Here, LeRay discusses whether her business is replicable, how to monetize a hobby and the thick skin you need to run an online business.
CNBC Make It: Do you think your needlepoint side hustle — or any sort of successful crafting business — is replicable?
LeRay: I would say yes to both. I'm definitely a more-is-more type of person. I think there's room for everyone and everything, especially in needlepoint, because there are way fewer physical stores than there used to be.
There are a lot of critiques online recently about monetizing your hobby. You don't have to, of course, but if you're really passionate about it and you have a unique perspective, why not?
Before Penny Linn, you were a successful blogger. What kinds of skills help you monetize your hobbies?
I'm very personable. I know how to connect with our customers online, partially because I am our customer. I know what products to create and how to promote them on social media.
I also have the kind of thick skin you need to run a business. I was picked apart as a blogger, so now I'm able to differentiate between constructive criticism and hurtful criticism.
I give myself 24 hours to be upset. In those 24 hours, I can cry and sulk and eat cookie dough. I can be upset and sad and angry and disgusted and hurt as I want. I talk to my husband, to my mom, to my therapist, to my best friend.
Then, the next morning, after I get a good night's sleep, I say to myself: That's behind us. We gave it the attention it needed. Time to move on.
Crafting trends can ebb and flow. Do you think it's risky to commit yourself to a product that could lose popularity?
Needlepoint's popularity always goes in waves. I think millennials caught on during the pandemic — we were all looking to get off our phones, away from the news cycle and do something peaceful for our minds. The result of that was a ton of new needlepoint designers.
The great thing about needlepoint is once you get somebody involved — someone who is doing it as a hobby, not because it looks cool on TikTok — they find it hard to put down. That's why people stitch into their 90s. You can create gifts for your friends, your spouse, your children and grandchildren.
It's something you can put down and always come back to. Right now, we have a 60% returning customer rate.

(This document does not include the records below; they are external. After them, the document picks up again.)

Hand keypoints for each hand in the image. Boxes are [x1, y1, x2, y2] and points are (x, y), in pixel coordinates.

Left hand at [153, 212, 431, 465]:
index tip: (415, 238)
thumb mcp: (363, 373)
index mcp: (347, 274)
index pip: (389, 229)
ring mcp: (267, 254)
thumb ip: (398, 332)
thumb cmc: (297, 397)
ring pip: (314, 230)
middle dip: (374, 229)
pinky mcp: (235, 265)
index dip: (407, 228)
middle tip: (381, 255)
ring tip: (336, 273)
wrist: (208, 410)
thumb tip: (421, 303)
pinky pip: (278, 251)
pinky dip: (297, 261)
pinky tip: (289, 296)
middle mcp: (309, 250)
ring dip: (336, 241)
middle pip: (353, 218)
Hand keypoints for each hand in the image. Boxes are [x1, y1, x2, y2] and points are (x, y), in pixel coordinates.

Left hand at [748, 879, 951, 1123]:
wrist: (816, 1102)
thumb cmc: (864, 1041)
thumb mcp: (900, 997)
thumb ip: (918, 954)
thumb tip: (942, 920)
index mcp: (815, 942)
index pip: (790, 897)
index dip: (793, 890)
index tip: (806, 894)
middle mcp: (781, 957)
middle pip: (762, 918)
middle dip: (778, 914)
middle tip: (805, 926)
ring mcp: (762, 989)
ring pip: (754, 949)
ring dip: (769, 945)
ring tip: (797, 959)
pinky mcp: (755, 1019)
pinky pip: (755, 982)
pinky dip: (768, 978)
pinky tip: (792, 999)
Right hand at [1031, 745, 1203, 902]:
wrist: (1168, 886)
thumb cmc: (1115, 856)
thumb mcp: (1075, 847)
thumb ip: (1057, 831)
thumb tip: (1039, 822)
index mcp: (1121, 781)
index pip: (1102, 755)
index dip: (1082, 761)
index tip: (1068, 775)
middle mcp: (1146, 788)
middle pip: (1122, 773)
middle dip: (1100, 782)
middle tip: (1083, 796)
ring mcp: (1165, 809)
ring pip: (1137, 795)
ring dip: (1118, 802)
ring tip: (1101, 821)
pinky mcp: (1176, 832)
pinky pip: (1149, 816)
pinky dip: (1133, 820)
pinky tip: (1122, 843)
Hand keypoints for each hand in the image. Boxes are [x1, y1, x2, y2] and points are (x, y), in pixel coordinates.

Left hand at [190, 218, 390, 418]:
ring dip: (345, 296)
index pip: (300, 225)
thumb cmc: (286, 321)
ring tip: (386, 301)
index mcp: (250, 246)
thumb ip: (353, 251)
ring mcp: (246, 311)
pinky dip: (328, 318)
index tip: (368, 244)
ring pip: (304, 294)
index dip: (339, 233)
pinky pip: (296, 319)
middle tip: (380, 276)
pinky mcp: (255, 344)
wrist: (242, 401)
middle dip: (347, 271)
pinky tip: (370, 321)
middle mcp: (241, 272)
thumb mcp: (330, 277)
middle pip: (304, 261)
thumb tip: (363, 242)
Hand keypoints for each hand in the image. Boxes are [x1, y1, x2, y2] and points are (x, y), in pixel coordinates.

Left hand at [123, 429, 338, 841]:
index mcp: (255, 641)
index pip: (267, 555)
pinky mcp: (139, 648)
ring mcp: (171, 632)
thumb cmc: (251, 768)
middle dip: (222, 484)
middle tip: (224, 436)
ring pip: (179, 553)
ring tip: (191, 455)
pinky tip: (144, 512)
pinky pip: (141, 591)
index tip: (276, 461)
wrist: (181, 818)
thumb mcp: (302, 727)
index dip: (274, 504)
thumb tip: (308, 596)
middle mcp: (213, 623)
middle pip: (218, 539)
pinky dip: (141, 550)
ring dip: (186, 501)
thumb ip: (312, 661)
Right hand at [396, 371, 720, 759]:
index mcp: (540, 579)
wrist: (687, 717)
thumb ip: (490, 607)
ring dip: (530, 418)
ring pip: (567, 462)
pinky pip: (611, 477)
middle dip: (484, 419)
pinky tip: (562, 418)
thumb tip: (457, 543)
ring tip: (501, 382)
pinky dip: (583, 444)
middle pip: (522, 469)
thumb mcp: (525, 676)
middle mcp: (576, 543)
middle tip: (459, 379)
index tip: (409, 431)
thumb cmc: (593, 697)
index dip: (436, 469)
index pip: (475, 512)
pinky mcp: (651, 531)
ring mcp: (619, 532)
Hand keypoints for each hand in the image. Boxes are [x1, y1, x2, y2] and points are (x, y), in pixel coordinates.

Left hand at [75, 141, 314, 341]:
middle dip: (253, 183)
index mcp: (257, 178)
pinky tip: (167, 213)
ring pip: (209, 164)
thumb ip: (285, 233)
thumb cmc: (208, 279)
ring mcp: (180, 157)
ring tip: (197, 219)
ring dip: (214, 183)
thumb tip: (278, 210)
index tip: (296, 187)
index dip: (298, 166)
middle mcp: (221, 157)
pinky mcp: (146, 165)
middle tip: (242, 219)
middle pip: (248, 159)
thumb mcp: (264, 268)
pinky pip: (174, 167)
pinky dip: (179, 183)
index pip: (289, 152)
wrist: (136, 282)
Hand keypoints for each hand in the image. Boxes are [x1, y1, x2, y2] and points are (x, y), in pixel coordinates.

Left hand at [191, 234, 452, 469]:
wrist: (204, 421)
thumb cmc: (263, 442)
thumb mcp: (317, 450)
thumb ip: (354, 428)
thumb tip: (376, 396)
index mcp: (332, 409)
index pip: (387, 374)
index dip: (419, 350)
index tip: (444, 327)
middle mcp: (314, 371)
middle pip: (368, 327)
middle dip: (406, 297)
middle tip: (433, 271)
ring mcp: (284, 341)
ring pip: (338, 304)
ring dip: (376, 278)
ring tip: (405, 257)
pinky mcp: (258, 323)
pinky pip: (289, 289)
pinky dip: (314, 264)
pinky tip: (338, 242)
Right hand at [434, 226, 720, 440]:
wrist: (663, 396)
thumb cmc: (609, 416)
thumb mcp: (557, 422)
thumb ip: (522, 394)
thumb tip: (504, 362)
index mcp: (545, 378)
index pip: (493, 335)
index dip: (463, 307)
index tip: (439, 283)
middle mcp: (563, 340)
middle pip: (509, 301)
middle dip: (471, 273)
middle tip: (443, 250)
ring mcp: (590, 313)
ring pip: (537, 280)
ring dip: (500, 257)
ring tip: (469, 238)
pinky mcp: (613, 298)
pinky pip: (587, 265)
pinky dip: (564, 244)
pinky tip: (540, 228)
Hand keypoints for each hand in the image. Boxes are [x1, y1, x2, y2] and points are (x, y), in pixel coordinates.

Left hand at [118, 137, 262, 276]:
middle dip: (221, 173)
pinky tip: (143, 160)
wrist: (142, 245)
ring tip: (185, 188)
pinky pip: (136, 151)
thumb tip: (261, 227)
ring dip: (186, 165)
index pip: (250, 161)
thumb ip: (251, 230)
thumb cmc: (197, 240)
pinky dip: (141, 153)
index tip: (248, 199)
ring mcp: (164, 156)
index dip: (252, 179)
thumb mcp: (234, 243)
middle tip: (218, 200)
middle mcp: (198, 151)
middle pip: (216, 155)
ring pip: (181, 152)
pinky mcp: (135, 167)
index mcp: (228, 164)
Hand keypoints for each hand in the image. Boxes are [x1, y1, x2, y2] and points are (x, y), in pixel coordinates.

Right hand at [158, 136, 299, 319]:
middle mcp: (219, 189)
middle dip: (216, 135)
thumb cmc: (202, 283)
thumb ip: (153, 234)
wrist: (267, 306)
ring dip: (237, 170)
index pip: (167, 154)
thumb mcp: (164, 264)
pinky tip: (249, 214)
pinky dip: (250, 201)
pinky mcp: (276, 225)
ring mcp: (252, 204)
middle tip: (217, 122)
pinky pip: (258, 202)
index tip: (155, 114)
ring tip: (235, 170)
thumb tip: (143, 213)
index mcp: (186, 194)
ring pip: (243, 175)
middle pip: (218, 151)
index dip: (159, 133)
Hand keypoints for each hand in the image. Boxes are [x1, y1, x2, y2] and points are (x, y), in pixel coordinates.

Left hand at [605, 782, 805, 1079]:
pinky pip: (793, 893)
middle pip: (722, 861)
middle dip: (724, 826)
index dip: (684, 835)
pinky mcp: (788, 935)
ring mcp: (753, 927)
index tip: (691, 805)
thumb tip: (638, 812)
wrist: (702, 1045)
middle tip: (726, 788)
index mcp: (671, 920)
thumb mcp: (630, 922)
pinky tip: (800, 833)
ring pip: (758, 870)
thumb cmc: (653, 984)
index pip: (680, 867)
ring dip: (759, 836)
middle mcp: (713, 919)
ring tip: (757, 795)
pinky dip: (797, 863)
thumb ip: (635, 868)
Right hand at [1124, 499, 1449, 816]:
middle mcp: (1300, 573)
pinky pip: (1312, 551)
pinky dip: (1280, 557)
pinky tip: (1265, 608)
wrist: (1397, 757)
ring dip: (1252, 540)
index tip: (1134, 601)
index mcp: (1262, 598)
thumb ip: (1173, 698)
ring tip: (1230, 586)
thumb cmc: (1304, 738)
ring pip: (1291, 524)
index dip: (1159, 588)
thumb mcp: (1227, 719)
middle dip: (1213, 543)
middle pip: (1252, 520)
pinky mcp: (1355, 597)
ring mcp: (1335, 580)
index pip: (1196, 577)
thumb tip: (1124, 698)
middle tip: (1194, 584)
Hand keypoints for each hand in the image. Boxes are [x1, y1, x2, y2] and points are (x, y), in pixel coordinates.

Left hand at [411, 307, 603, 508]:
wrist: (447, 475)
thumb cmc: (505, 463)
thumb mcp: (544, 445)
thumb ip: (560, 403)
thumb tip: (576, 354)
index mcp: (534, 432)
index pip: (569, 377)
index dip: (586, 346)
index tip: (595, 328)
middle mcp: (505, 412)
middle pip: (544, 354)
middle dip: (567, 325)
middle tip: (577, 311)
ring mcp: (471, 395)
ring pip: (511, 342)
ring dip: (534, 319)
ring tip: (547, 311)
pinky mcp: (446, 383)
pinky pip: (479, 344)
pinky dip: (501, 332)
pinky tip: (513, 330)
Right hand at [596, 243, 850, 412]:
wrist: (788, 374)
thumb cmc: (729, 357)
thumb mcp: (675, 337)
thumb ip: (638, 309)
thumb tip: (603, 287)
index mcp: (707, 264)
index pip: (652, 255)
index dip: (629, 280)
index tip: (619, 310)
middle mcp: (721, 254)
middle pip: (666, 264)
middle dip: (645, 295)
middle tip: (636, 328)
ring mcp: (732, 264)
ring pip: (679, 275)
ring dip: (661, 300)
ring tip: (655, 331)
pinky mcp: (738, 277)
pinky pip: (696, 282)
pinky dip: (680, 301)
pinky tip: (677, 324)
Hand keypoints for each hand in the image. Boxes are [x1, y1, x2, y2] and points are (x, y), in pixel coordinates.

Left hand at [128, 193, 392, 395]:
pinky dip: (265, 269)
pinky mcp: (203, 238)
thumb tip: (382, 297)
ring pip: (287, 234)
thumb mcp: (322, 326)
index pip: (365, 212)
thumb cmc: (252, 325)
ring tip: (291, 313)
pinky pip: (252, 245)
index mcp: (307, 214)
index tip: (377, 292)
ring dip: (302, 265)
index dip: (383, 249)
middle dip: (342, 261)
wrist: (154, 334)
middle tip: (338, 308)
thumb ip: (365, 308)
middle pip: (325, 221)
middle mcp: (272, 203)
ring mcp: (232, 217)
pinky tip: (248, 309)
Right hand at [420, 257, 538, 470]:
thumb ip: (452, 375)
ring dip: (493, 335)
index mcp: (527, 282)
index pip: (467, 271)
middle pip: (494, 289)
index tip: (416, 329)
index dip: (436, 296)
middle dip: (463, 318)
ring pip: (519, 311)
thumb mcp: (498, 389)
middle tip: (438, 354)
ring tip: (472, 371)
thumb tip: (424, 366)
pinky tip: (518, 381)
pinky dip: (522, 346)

Given that embroidery has existed for so long, how do you stand out from your competition?
I remember going to a needlepoint shop before Penny Linn was even a twinkle in my eye. It was heavily marketed to a specific, older generation. When I created my shop, I focused on canvases I would want.
I made some with pop culture themes. I made them younger, fresh and more affordable than when you go into these shops, and they have massive tapestries that cost $1,000 and take forever to make.
I just wanted more accessible projects, like an "Ew, David" sweater, and something to represent my love for New York coffee.
This interview has been edited for length and clarity.